As Escolas de Samba, como destaca o atual presidente da Escola de Samba Cidade Jardim, Alexandre Silva Costa, durante entrevista realizada pelo grupo em abril (2025), são lembradas “apenas no carnaval”, período cuja efervescência não permite ver que antes do ápice da festa, houve tanto trabalho e inúmeras mãos participando para que o espetáculo ocorresse, e mais que isso, que o espaço na qual foi produzido o enredo carrega muito mais que tamborins, enfeites, adereços, purpurinas e grandes carros alegóricos; carrega em seu aspecto social a transformação daqueles que estão á sua volta.

Ao longo do ano, oficinas de balé, capoeira, percussão e tantas outras atividades proporcionam momentos de interação e identificação social, mostrando que as identidades culturais não são construídas de forma isolada, mas sim dentro de um contexto social e material, em constante interação entre indivíduos e lugares.




Figura 1 - Mosaico de fotos retiradas durante a entrevista com o Presidente da Escola de Samba Cidade Jardim Alexandre Silva na própria Sede.

Fonte: Acervo pessoal do grupo

Em suma, a valorização do Samba também foi impulsionada por intelectuais e músicos que buscavam legitimar essa expressão como parte da identidade nacional autêntica. Cantores como: Pixinguinha, Clara Nunes e Gonzaguinha, tiveram papel fundamental na difusão do samba para novos públicos. Além deles, figuras como Dona Jandira e Dona Elisa representam a força e a tradição do samba. A presença delas no cenário mineiro reforça a importância do samba como um patrimônio vivo que atravessa gerações e continua a inspirar novas histórias. Na ocasião, a história de Dona Elisa, a matriarca do samba, foi a abertura da exposição PRETAgonistas, exposição concebida pelos estudantes do 6º período do curso de Museologia da UFMG em junho deste ano (2025).


Vídeo 3 - História de Dona Elisa ,a matriarca do samba, na abertura da exposição PRETAgonistas.

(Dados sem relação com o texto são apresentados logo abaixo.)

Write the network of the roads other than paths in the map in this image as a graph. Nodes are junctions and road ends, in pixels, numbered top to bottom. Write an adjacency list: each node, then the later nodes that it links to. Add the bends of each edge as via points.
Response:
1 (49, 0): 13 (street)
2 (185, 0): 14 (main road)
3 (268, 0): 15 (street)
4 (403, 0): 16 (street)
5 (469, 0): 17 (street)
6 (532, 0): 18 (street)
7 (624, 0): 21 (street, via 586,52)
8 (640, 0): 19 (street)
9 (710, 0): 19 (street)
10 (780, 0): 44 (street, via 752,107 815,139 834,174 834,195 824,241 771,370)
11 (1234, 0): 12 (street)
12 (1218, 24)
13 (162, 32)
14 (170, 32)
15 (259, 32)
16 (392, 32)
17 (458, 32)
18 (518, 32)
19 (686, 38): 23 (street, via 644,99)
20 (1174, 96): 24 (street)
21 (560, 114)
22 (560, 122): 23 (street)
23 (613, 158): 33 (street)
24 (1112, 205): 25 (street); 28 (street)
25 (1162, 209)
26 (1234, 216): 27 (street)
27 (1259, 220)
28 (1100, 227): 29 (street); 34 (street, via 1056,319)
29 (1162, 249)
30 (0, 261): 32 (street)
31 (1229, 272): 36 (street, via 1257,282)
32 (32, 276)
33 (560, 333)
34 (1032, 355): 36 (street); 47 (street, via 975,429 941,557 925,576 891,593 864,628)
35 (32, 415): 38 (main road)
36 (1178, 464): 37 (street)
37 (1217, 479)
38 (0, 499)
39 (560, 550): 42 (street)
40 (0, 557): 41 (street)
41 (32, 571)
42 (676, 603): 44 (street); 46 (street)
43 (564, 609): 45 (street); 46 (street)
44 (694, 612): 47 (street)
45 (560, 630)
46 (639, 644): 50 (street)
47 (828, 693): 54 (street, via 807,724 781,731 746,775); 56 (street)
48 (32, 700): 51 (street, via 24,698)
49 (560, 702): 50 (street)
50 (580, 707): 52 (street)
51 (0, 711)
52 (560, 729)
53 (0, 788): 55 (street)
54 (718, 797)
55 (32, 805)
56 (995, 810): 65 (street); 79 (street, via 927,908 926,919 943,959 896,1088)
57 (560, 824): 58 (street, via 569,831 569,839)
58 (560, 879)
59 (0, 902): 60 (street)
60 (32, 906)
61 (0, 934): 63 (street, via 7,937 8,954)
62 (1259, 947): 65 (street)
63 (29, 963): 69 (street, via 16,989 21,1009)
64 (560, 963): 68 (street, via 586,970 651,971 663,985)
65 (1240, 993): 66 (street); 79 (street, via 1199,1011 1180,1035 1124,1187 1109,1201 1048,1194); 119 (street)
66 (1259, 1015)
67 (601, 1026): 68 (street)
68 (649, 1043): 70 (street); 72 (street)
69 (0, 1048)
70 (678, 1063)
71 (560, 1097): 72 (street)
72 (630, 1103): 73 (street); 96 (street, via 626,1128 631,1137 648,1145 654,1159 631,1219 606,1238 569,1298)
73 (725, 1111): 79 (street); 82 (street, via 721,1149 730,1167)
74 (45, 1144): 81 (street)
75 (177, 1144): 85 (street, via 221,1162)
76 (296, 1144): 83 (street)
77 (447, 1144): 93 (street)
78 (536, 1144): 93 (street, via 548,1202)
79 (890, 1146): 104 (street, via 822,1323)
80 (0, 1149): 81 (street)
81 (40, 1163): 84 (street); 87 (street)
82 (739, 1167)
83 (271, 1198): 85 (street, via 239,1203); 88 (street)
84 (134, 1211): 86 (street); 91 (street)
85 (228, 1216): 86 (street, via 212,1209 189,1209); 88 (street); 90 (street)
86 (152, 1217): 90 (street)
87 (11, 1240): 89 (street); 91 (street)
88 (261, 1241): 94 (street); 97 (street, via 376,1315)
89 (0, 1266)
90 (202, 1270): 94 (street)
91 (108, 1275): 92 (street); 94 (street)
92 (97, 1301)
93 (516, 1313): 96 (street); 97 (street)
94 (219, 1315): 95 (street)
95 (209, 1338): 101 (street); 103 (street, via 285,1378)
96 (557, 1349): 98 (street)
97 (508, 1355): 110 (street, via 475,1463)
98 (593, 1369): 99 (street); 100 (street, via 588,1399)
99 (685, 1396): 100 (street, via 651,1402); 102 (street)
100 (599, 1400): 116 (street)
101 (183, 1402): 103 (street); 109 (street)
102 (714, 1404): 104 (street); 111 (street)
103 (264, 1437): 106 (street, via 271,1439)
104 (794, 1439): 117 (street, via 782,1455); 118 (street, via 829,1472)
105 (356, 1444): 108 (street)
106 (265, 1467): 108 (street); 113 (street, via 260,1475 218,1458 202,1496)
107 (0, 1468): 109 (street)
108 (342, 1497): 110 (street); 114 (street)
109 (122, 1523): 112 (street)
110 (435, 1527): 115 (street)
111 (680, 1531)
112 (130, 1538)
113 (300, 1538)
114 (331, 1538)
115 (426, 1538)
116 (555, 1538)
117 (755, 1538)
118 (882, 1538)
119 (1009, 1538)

Decerto, o samba é muito mais do que um ritmo ou uma dança: ele é um espaço de sociabilidade, onde se fortalecem os laços comunitários e se compartilham histórias e saberes. É nas rodas, nas festas e nas escolas de samba que o samba se mantém vivo, atravessando gerações e reafirmando a identidade cultural do Brasil. Reconhecer o samba como essa prática social é valorizar sua força de transformação e a importância de preservar essa memória que tanto inspira e conecta as pessoas.


REFERÊNCIAS

AUGRAS, Monique.O Brasil do samba-enredo.Rio de Janeiro Editora Fundação Getúlio Vargas 1998,p.15-25 ;p.107-199.

LIMA, Paulo. O Samba é a Alma do Povo. Portal Conteúdo Aberto, 2025. Disponível em: https://portalconteudoaberto.com.br/clique-literario/colocando-em-pratica/o-samba-e-a-alma-do-povo/. Acesso em: 23 jun. 2025.

LOPES, N. SIMAS, Luiz Antônio. Dicionário da História Social do Samba. Rio de Janeiro: Civilização Brasileira, 2015.

VIANNA, Hermano. O mistério do samba. Rio de Janeiro: Jorge Zahar, 2007. [1. ed. – 1995].